Now a team led by scientists at Berkeley Lab has developed a method to simulate the weathering and soiling roofs undergo to reproduce in less than three days the solar reflectance and thermal emittance of roofing products naturally aged for three years.

The process has now been adopted by standards body ASTM International as standard practice for the industry.

“What we’ve created is essentially a cool roof time machine,” Ronnen Levinson of Berkeley Lab’s Heat Island Group said. “By reducing product rating time to three days from three years, our new ASTM standard practice will speed the introduction of high-performance cool roofs not only in the United States, but around the world.”

The new standard has been endorsed by the CRRC, which in turn means it is now part of California’s building code, specifically Title 24 Building Energy Efficiency Standards.

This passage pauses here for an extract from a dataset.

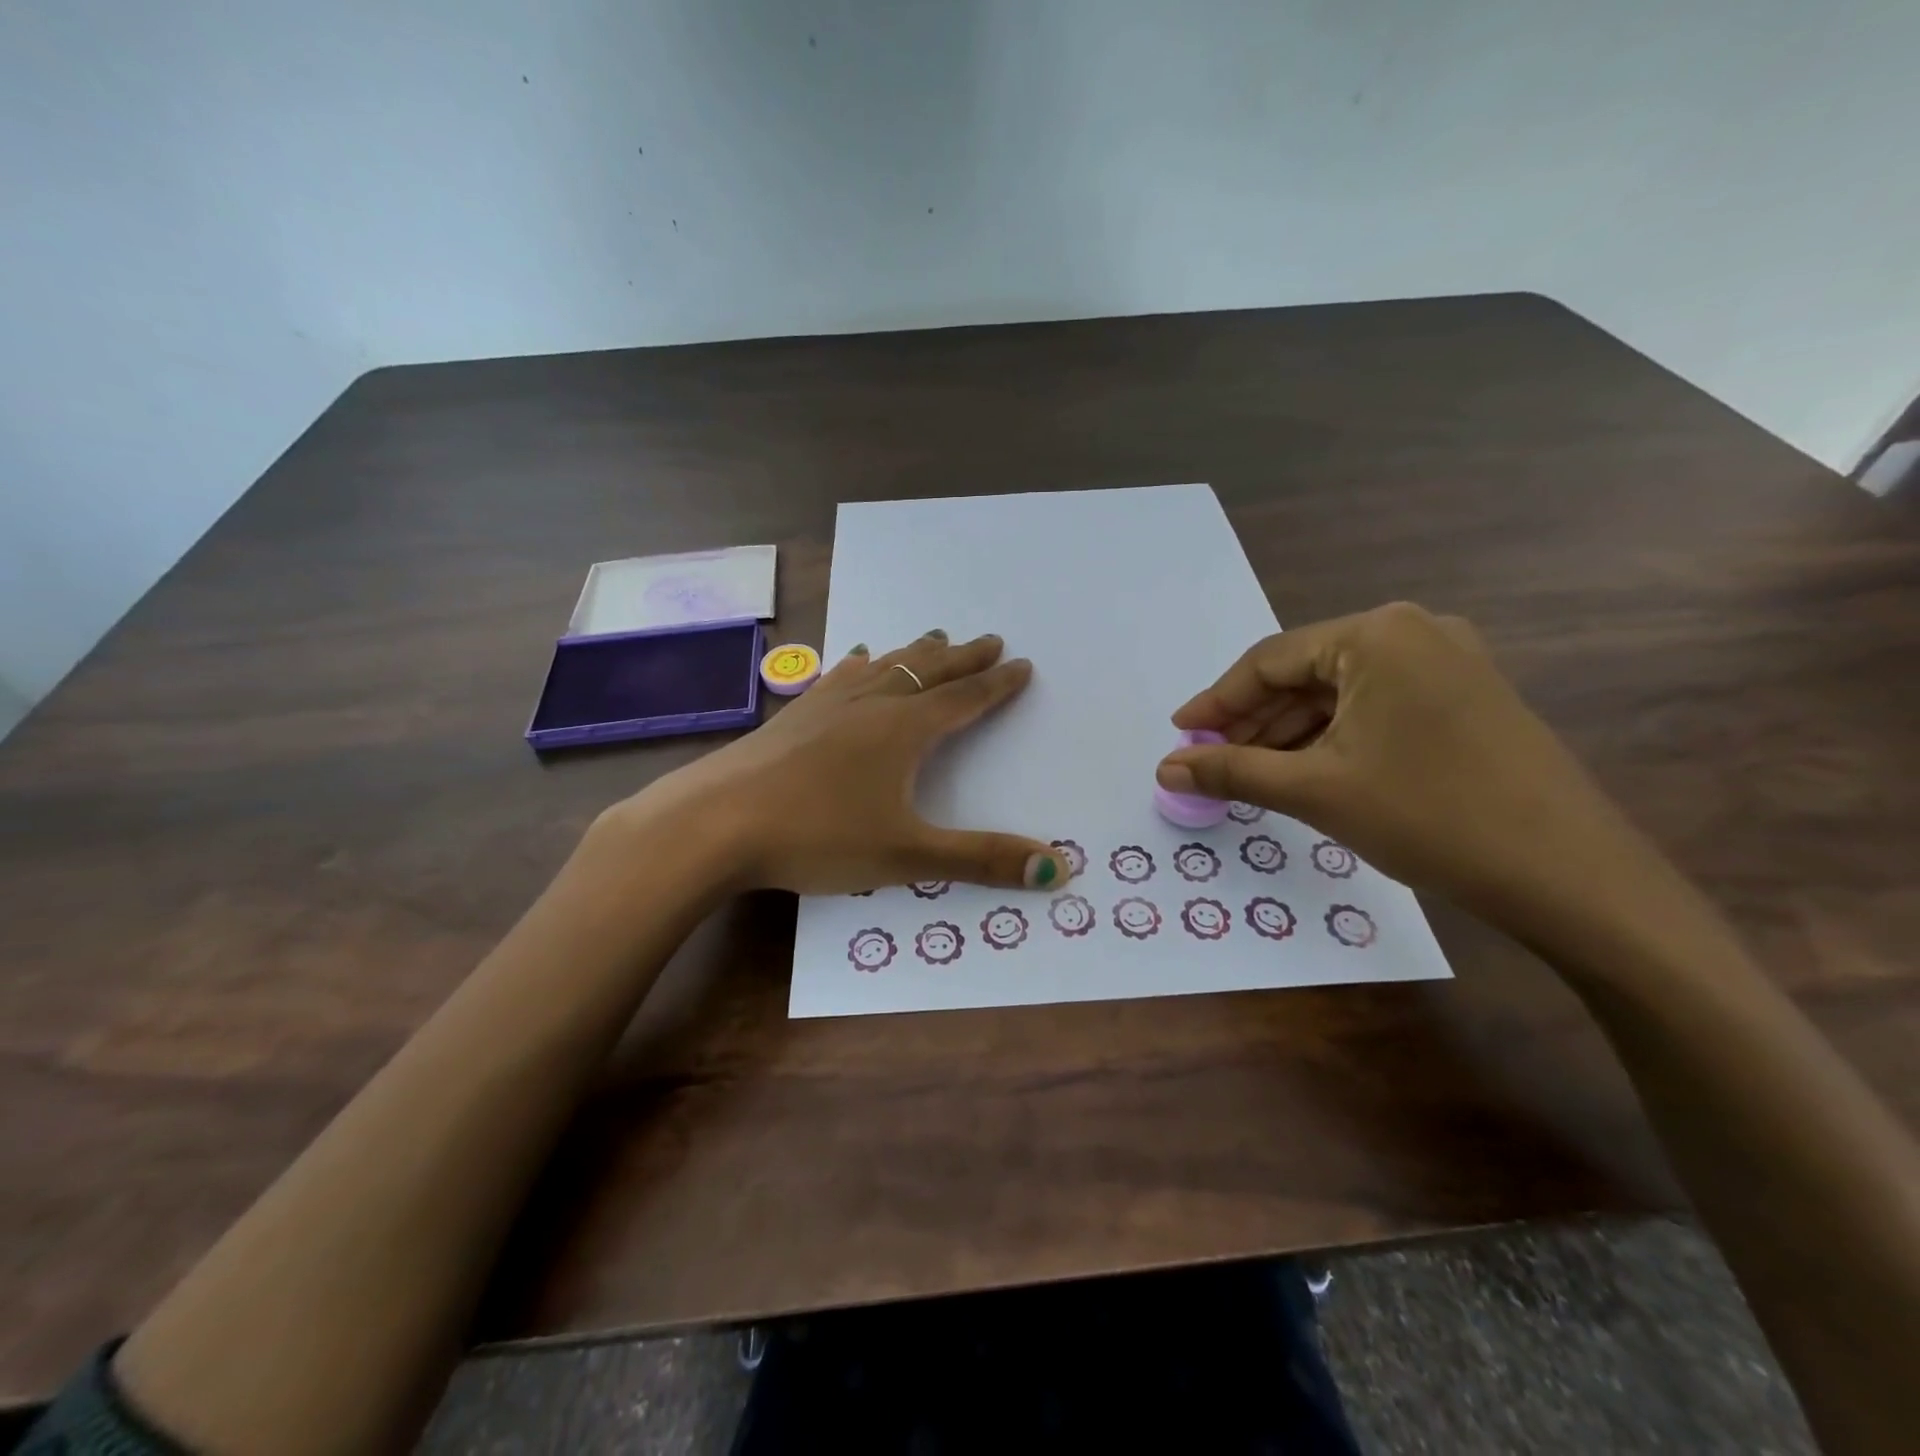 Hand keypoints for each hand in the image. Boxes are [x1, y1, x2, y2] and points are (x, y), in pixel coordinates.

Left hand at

Research is now underway to adapt the method for use in China, India and Europe.

The method involves putting a piece of the roof material in a commercial weathering apparatus, exposing it to cycles of heat, moisture and ultraviolet light for one day. Then a soiling apparatus sprays a calibrated aqueous soiling mixture of dust, soot, particulate organic matter and salts for about 10 seconds. After it dries, it goes back in the weathering apparatus for one more day to simulate the cleaning effects of dew and rain.

The method was applied to 25 different roof products, including single-ply membranes, coatings, tiles and asphalt shingles, and reproduced – in less than three days – the CRRC’s three-year aged values of solar reflectance.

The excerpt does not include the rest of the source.